Welche Informationen FrachtTower verarbeitet
Der aktuelle Datenweg kann Sendungen, externe Referenzen, Status, Termine, Stopps, Ereignisse und Dokumentreferenzen übernehmen. Jeder Datensatz muss der richtigen Spedition und Kundenfirma zugeordnet werden können. Ein gültiger Teil eines Laufs kann verarbeitet werden, während ungültige Zeilen als getrennte Probleme sichtbar bleiben.
Eine wiederholte Verarbeitung desselben fachlichen Datensatzes soll keine doppelten Sendungen, Ereignisse oder Benachrichtigungen erzeugen. Ob eine konkrete Änderung übernommen wurde, prüfen Sie deshalb am Lauf und anschließend an der betroffenen Sendung – nicht durch mehrfaches manuelles Anstoßen einer Kundenaktion.
Verantwortlichkeiten
Die Datenquelle bestimmt, welche operativen Daten bereitstehen. FrachtTower entscheidet anhand der konfigurierten Zuordnung und Berechtigungen, was im Portal sichtbar wird. Eine Korrektur im Portal ersetzt daher nicht die Korrektur im führenden System.
FrachtTower berechnet keine eigene Live-Position und keine prädiktive ETA. Ein angezeigter Termin stammt aus dem freigegebenen Datenweg. Die Kennzeichnung Aktuell oder Veraltet beschreibt, wann die Daten zuletzt erfolgreich übernommen wurden; sie bewertet nicht die Pünktlichkeit der Sendung.
Einen Datenweg Ende zu Ende prüfen
- Prüfen Sie in Integrationen, ob der erwartete Lauf abgeschlossen wurde.
- Vergleichen Sie gelesene, verarbeitete und abgelehnte Datensätze.
- Öffnen Sie ein konkretes Problem und notieren Sie Kategorie, Zeilenbezug und Supportreferenz.
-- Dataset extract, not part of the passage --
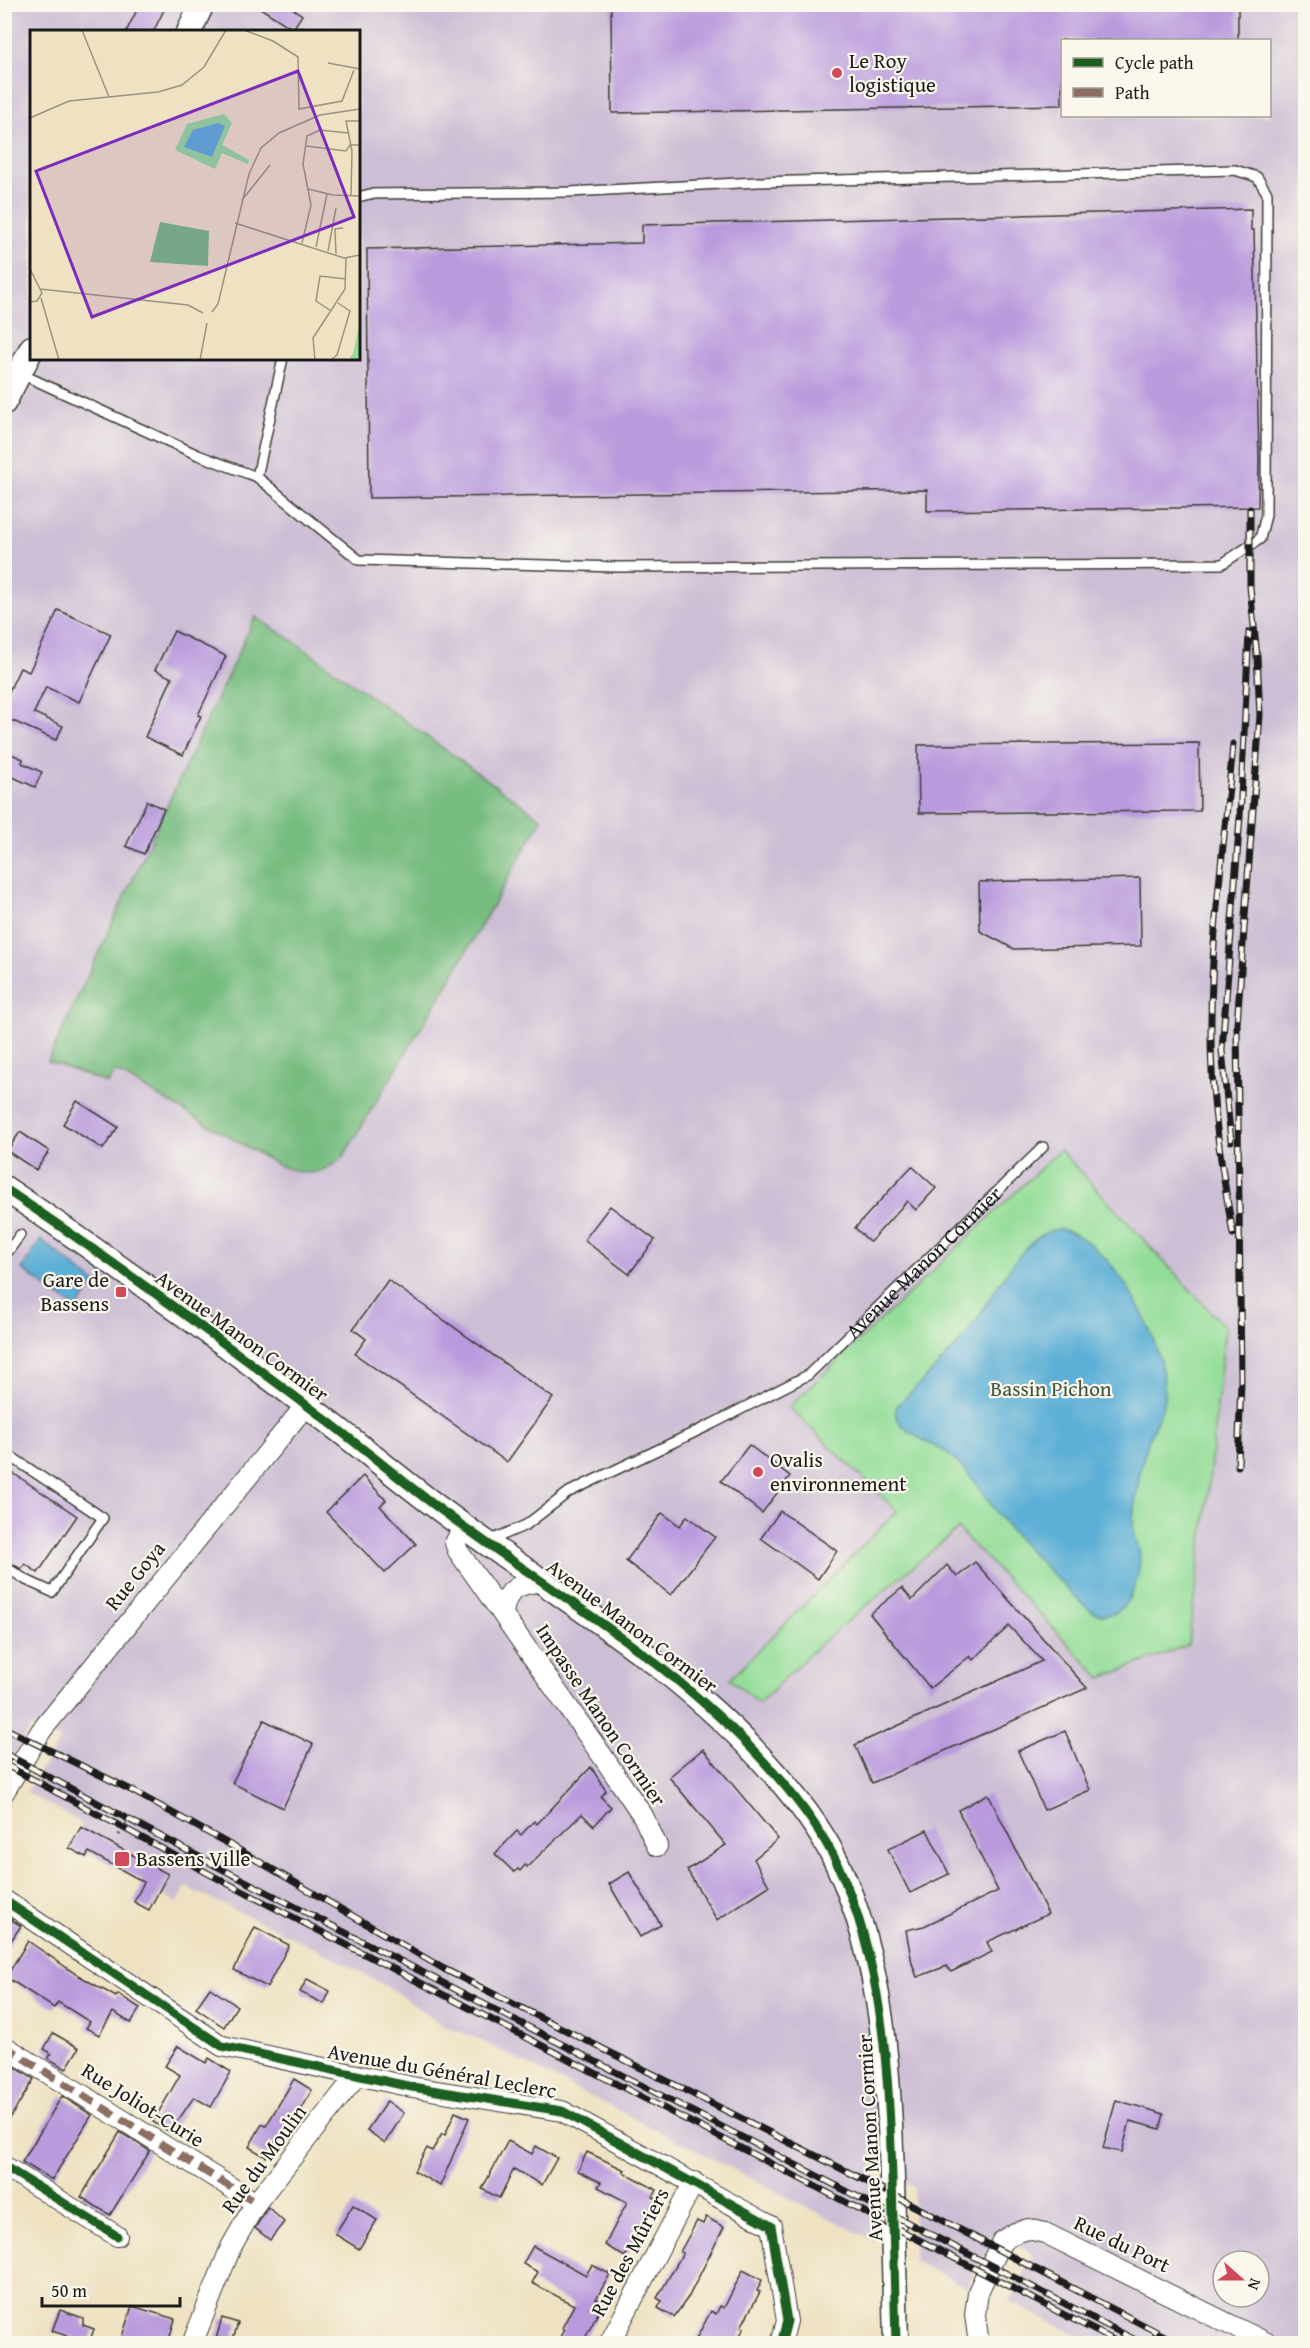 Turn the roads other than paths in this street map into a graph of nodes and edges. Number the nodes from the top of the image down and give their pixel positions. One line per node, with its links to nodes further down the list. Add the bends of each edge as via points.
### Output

- Öffnen Sie die zugehörige Sendung im Kundenportal mit einer dafür berechtigten Testidentität.
- Prüfen Sie Status, Termine, Ereignisse und freigegebene Dokumente getrennt.
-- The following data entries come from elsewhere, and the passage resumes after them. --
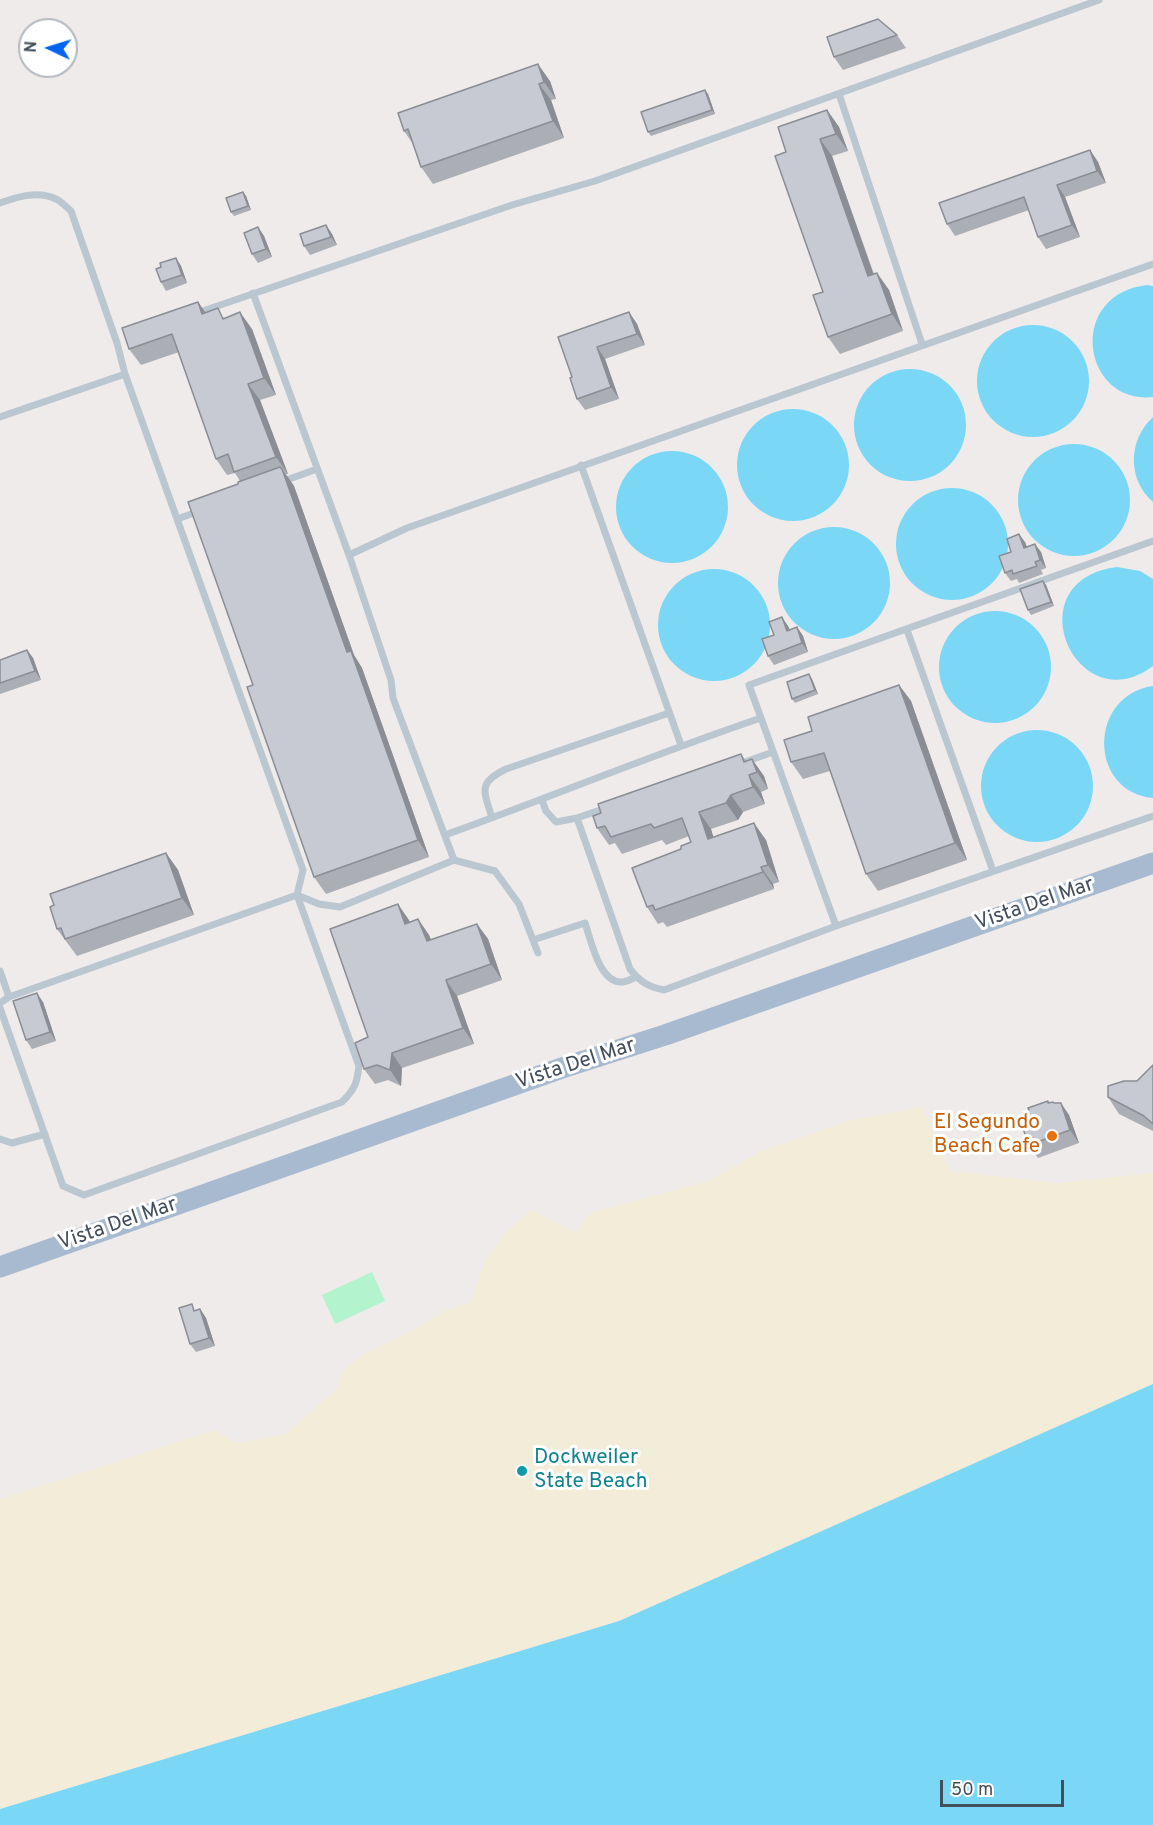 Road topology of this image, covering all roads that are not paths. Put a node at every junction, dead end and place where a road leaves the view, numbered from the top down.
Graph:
1 (1099, 0) edge
2 (839, 94) junction
3 (0, 203) edge
4 (1153, 264) edge
5 (253, 293) junction
6 (188, 317) edge
7 (125, 340) edge
8 (117, 343) junction
9 (922, 344) junction
10 (125, 374) junction
11 (0, 417) edge
12 (581, 465) junction
13 (317, 469) junction
14 (274, 484) edge
15 (210, 507) edge
16 (177, 519) junction
17 (1153, 542) edge
18 (349, 555) junction
19 (907, 630) junction
20 (669, 713) junction
21 (761, 718) junction
22 (681, 745) junction
23 (773, 752) junction
24 (740, 763) edge
25 (542, 800) junction
26 (610, 807) edge
27 (1153, 816) edge
28 (492, 818) junction
29 (577, 818) junction
30 (445, 835) junction
31 (454, 860) junction
32 (1153, 864) edge
33 (993, 871) junction
34 (297, 895) junction
35 (836, 926) junction
36 (533, 940) junction
37 (538, 953) dead end
38 (0, 972) edge
39 (636, 978) junction
40 (9, 997) junction
41 (0, 1006) edge
42 (45, 1134) junction
43 (0, 1139) edge
44 (0, 1266) edge

1 - 2 lane
2 - 5 lane
2 - 9 lane
3 - 8 lane
4 - 9 lane
5 - 6 lane
5 - 13 lane
7 - 8 lane
8 - 10 lane
9 - 12 lane
10 - 11 lane
10 - 16 lane
12 - 18 lane
12 - 20 lane
13 - 14 lane
13 - 18 lane
15 - 16 lane
16 - 34 lane
17 - 19 lane
18 - 30 lane
19 - 21 lane
19 - 33 lane
20 - 22 lane
20 - 28 lane
21 - 22 lane
21 - 23 lane
22 - 25 lane
23 - 24 lane
23 - 35 lane
25 - 28 lane
25 - 29 lane
26 - 29 lane
27 - 33 lane
28 - 30 lane
29 - 39 lane
30 - 31 lane
31 - 34 lane
31 - 36 lane
32 - 44 main road, Vista Del Mar
33 - 35 lane
34 - 40 lane
34 - 42 lane
35 - 39 lane
36 - 37 lane
36 - 39 lane
38 - 40 lane
40 - 41 lane
41 - 42 lane
42 - 43 lane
Damit unterscheiden Sie einen vollständig fehlenden Import von einem einzelnen abgelehnten Datensatz oder einer Sichtbarkeitsfrage.
Wenn Daten fehlen
Prüfen Sie in der Speditions-Console unter Integrationen den letzten Lauf, die verarbeitete und abgelehnte Zeilenanzahl sowie vorhandene Problemreferenzen. Für eine weitere Analyse geben Sie die sichtbare Referenz und den Zeitpunkt über den vereinbarten Supportweg weiter. Senden Sie keine Passwörter oder vollständigen Kundendatensätze.
Fehlt eine Sendung trotz erfolgreich verarbeitetem Datensatz, prüfen Sie als Nächstes die Kundenfirmenzuordnung und den Sichtbarkeitsstatus. Ist nur ein Dokument nicht vorhanden, prüfen Sie dessen Prüf- und Freigabestatus statt den gesamten Sendungsimport als fehlgeschlagen zu behandeln.